191. Hey, it happens said:
I know. And I was safe--he didn't remember anything in the morning. Until I couldn't resist and told him all about the hilarious hijinks. He had the grace to laugh. Now there's a gentleman.
192. Amanda B. said:
K, then howdy LT! How goes it? Are you the one getting married?
193. LT said:
I am getting married, but not to Sporty or Sir Henry. They're marrying each other. (I tried to marry the two of them but they wouldn't let me. Something about me eating too many nachos :( )
194. Mo said:
LT:
sometimes you wanna go! Where every...body... (*record scratching noise*)
everybody in the bar turns simultaneously to stare. the whole bar begins to shake, and the regulars begin to rise up in their barstools and glow radioactive from the eyes. They advance menacingly as a rumble bellows from deep beneath the earth. GET GEORGE A BEER FOR GODS SAKE!! GET HIM A BEER!
and you do. and everybody knows your name once again.
195. Sheryl said:
A rose is a rose is a rose.
196. sporty said:
L.T. Yes, your nacho habit is getting to be too much. We were planning on having an intervention.
197. LT said:
Sporty: I'm afraid that you're going to be interfering while everyone else is intervening.

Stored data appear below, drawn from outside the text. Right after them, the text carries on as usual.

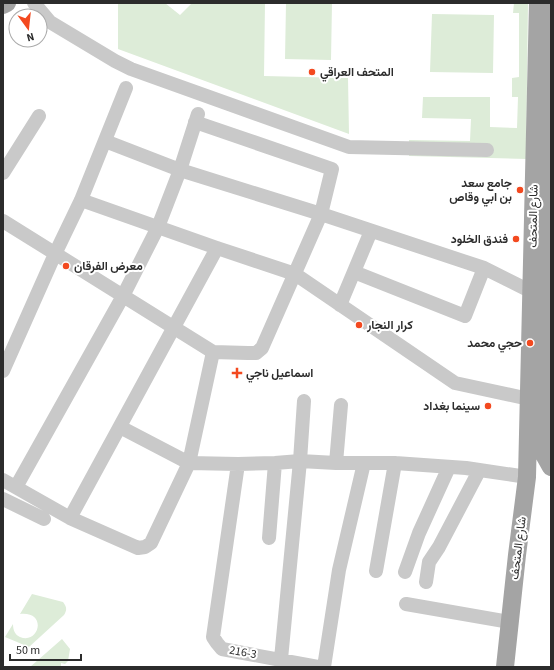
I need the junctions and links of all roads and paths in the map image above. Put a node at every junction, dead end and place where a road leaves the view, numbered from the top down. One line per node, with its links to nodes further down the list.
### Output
1 (7, 3): 5 (main road)
2 (34, 3): 11 (street)
3 (538, 3): 8 (main road, شارع المتحف)
4 (551, 3): 6 (main road, شارع المتحف)
5 (3, 5)
6 (551, 45): 8 (main road, شارع المتحف)
7 (126, 88): 10 (street)
8 (546, 104): 24 (main road, شارع المتحف); 34 (main road, شارع المتحف)
9 (39, 116): 13 (street)
10 (105, 141): 12 (street); 14 (street)
11 (487, 150)
12 (180, 170): 15 (street); 15 (street); 17 (street)
13 (3, 173)
14 (81, 200): 17 (street); 20 (street)
15 (321, 214): 18 (street); 23 (street)
16 (3, 221): 20 (street)
17 (158, 227): 19 (street); 25 (street)
18 (371, 231): 21 (street); 22 (street)
19 (217, 248): 23 (street); 27 (street)
20 (55, 254): 25 (street); 29 (street)
21 (484, 268): 22 (street); 24 (street)
22 (354, 272): 26 (street)
23 (295, 274): 26 (street); 28 (street)
24 (532, 292): 30 (main road, شارع المتحف)
25 (123, 296): 27 (street); 47 (street)
26 (340, 305): 30 (street)
27 (174, 328): 28 (street); 33 (street)
28 (213, 352): 37 (street)
29 (3, 371)
30 (529, 399): 34 (main road, شارع المتحف)
31 (304, 401): 36 (street)
32 (341, 405): 39 (street)
33 (120, 427): 37 (street); 49 (street)
34 (541, 432): 35 (main road, شارع المتحف); 45 (main road, شارع المتحف)
35 (547, 459): 45 (main road)
36 (300, 461): 38 (street); 39 (street); 57 (street)
37 (189, 463): 42 (street); 49 (street)
38 (275, 463): 42 (street); 51 (street)
39 (336, 463): 40 (street)
40 (364, 463): 41 (street); 59 (street)
41 (395, 463): 43 (street); 52 (street)
42 (238, 464): 57 (street, 216-3)
43 (449, 467): 44 (street); 53 (street)
44 (479, 471): 45 (street); 54 (street)
45 (527, 474): 56 (main road, شارع المتحف)
46 (3, 480): 47 (street)
47 (16, 487): 49 (street)
48 (3, 499): 50 (street)
49 (70, 518)
50 (44, 519)
51 (269, 538)
52 (376, 571)
53 (404, 572)
54 (426, 582)
55 (406, 604): 56 (street)
56 (510, 622): 60 (main road, شارع المتحف)
57 (281, 659): 58 (street, 216-3)
58 (318, 667)
59 (324, 667)
60 (505, 667)

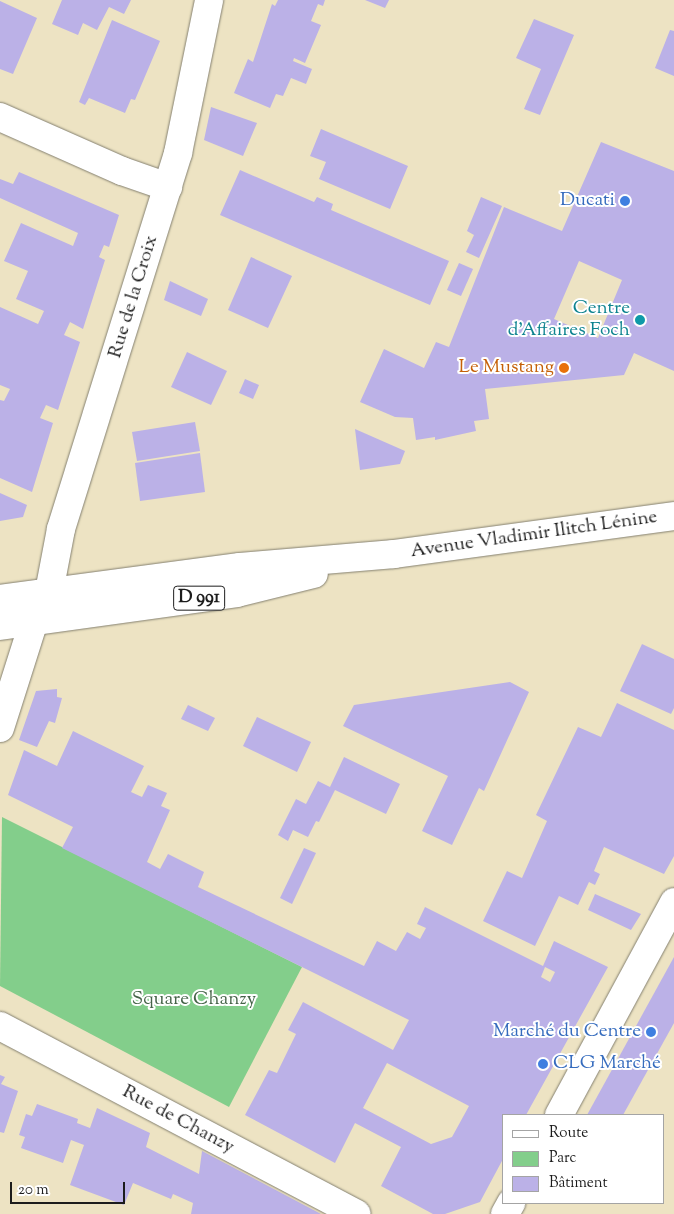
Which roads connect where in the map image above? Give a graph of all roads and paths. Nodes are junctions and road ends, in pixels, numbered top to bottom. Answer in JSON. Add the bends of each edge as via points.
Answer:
{"nodes":[{"id":1,"x":209,"y":0,"type":"edge"},
{"id":2,"x":0,"y":116,"type":"edge"},
{"id":3,"x":168,"y":187,"type":"junction"},
{"id":4,"x":674,"y":516,"type":"edge"},
{"id":5,"x":394,"y":554,"type":"junction"},
{"id":6,"x":49,"y":592,"type":"junction"},
{"id":7,"x":0,"y":599,"type":"edge"},
{"id":8,"x":34,"y":621,"type":"junction"},
{"id":9,"x":0,"y":626,"type":"edge"},
{"id":10,"x":0,"y":728,"type":"edge"},
{"id":11,"x":674,"y":902,"type":"edge"},
{"id":12,"x":0,"y":1026,"type":"edge"},
{"id":13,"x":559,"y":1114,"type":"edge"},
{"id":14,"x":357,"y":1214,"type":"edge"}],
"edges":[{"from":1,"to":3,"type":"street","name":"Rue de la Croix"},
{"from":2,"to":3,"type":"street","via":[[122,171]]},
{"from":3,"to":6,"type":"street","name":"Rue de la Croix","via":[[61,529]]},
{"from":4,"to":5,"type":"street","name":"Avenue Vladimir Ilitch Lénine","number":"D 991"},
{"from":5,"to":6,"type":"street","name":"Avenue Vladimir Ilitch Lénine","number":"D 991","via":[[240,567]]},
{"from":5,"to":8,"type":"street","name":"Avenue Vladimir Ilitch Lénine","number":"D 991","via":[[237,593]]},
{"from":6,"to":7,"type":"street","name":"Avenue Vladimir Ilitch Lénine","number":"D 991"},
{"from":8,"to":9,"type":"street","name":"Avenue Vladimir Ilitch Lénine","number":"D 991"},
{"from":8,"to":10,"type":"street"},
{"from":11,"to":13,"type":"street"},
{"from":12,"to":14,"type":"street","name":"Rue de Chanzy"}]}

Mo: Getting a fellow a beer in Utah is tough, but it's been done, with miraculous results.
198. sporty said:
L.T. This is only for your own good. Step away from the nachos.
199. sporty said:
Aren't we precious and funny? Frat boys beeeeware!
200. sporty said:
Way to try to use my name and comment.
201. LT said:
Frat boys! My goodness. It's been a long time since I've been in college!
Mo understands my humor, at least. (hands Mo a beer.)
202. sporty said:
LT You have a sense of humor? Do you have bread?
203. LT said:
Sporty: Wait a moment. Do you guys sell bread here? How many different kinds?
204. sporty said:
LT. 45 different kinds, and, we have fruit cups.
205. sportyspice said:
I guess I see their point since we show no intrest whatsoever in this website or its commenters.
We suck!
206. the niffer said:
Good luck Colleen from NJ!
Closet Metrosexual: I think as long as you don't wipe your ass with it, the phone shouldn't get poopy.